Et il ajouta, pendant que Mikhaïl, abandonnant brusquement sa sévérité, l’examinait, narquois, du coin de l’œil.

— Ainsi, je fais fausse route ? Comment se fait-il, alors, que tu m’aimes justement parce que je suis comme je suis ? Et pourquoi n’es-tu pas resté dans ce monde des foyers ultra-tendres et des santés riches d’optimisme. Ne viens-tu pas de ce monde-là ?

Mikhaïl ressentit comme un petit choc électrique. Il n’aimait pas qu’Adrien lui parlât de son passé et fît allusion à sa naissance. Il le lui avait dit maintes fois. Cette naissance, ce passé, le monde d’où il venait, Mikhaïl ne les lui avait d’ailleurs jamais dévoilés. Tout au plus y avait-il fait quelques allusions tendrement indiscrètes en des heures de fâcheuse nostalgie. Mais il était facile de soupçonner son origine, sa belle race, à quiconque voulait observer sa nature délicate et la force de son caractère, les langues qu’il parlait et son instruction solide, qui trahissaient l’homme, même dans les moments où celui-ci s’évertuait, par l’expression ou par le geste volontairement grossiers, à dérouter l’observateur.

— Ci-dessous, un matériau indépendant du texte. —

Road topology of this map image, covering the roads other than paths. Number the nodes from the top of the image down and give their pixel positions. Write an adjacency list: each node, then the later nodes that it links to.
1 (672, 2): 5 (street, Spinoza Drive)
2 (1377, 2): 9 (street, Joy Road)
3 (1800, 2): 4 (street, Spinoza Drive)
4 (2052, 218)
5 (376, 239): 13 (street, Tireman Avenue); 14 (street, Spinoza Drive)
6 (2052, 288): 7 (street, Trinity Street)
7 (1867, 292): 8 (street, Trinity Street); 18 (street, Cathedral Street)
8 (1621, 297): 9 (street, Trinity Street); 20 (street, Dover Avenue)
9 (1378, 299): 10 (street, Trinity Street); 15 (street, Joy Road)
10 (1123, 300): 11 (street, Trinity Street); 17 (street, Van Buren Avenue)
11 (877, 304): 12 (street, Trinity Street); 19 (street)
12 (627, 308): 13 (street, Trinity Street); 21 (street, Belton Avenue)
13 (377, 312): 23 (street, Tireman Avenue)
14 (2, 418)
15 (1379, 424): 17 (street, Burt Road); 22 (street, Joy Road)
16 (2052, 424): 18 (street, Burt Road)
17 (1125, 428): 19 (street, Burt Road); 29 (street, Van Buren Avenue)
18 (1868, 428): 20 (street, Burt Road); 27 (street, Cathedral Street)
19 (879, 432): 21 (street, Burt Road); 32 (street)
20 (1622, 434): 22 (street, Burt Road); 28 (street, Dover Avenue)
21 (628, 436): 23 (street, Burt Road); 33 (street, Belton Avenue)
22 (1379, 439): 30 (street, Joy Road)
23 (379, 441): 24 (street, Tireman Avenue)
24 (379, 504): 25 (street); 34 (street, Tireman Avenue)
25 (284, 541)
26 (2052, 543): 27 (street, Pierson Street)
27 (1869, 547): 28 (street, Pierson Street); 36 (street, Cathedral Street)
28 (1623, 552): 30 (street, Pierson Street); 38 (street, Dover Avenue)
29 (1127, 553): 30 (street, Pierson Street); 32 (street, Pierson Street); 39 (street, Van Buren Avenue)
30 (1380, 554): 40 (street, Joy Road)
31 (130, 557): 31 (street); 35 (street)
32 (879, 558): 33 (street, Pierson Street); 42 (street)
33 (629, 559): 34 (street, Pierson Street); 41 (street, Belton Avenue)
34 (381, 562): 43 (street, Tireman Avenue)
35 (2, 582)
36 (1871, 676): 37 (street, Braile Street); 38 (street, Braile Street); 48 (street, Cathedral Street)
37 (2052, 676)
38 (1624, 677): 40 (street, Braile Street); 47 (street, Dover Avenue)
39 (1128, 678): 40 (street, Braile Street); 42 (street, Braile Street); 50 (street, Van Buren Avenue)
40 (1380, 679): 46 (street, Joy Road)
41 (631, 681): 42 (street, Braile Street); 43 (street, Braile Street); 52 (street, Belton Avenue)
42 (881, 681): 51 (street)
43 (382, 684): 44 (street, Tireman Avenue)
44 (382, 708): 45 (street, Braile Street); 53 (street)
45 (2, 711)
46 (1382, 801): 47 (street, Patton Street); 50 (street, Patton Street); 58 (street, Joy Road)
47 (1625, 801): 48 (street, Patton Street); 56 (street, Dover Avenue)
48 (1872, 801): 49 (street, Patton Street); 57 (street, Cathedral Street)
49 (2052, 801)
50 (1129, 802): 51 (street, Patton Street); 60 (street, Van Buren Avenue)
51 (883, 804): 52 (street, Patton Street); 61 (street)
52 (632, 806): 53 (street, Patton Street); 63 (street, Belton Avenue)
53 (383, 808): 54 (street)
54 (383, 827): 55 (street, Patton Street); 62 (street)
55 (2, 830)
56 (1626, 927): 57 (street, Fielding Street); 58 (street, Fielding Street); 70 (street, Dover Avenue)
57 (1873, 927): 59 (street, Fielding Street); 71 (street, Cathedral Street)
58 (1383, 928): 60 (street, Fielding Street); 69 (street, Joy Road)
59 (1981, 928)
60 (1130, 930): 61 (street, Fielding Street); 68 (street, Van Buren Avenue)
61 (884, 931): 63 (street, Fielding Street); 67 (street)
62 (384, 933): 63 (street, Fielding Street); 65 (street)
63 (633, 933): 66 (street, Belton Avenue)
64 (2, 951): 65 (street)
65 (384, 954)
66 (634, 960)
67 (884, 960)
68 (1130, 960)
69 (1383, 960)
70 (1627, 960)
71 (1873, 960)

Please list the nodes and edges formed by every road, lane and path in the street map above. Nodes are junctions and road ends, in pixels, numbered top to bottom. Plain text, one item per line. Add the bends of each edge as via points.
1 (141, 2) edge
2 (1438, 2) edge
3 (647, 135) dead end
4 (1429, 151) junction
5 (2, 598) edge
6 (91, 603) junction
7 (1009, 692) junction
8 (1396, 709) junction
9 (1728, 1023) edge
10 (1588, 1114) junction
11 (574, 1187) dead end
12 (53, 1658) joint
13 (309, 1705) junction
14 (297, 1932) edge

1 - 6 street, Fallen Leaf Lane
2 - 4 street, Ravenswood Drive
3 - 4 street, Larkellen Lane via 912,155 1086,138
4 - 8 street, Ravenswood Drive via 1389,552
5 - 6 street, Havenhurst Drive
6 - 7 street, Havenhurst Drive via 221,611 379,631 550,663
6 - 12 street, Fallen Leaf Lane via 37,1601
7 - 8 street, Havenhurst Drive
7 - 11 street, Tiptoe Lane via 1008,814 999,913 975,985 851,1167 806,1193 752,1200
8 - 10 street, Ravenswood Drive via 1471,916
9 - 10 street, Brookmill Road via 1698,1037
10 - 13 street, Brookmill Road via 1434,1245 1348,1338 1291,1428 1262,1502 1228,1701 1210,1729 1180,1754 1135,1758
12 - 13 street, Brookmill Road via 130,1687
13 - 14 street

— Vois-tu, mon cher Adrien, dit-il avec de la mélancolie dans la voix, tu as hérité de ta mère une honnêteté plébéienne, beaucoup de franchise rustre, un très bon cœur, et cela t’aurait suffi ; mais ton diable de père a tout gâté, en y mêlant une masse de sensibilité hellénique et toute l’audace des pirates céphalonites dont il descendait. Ainsi, tu es sorti nature d’artiste, c’est-à-dire tzigane, c’est-à-dire un homme qui peut facilement envoyer son père au gibet ! Au reste, dans votre histoire roumaine, presque tous vos princes sont issus de ce mélange-là, et presque tous sont montés sur le trône après avoir d’abord fait assassiner le père et crever les yeux du frère aîné. Ensuite ils bâtissaient une église de boue !

Adrien partit d’un grand éclat de rire :

— Non ! Je ne te ferai pas assassiner, ni crever les yeux !

— Ça, non, mais tu pourrais très gentiment me faire envoyer en Sibérie ! Et maintenant, passons au pratique, voyons ce que nous allons faire à Bucarest.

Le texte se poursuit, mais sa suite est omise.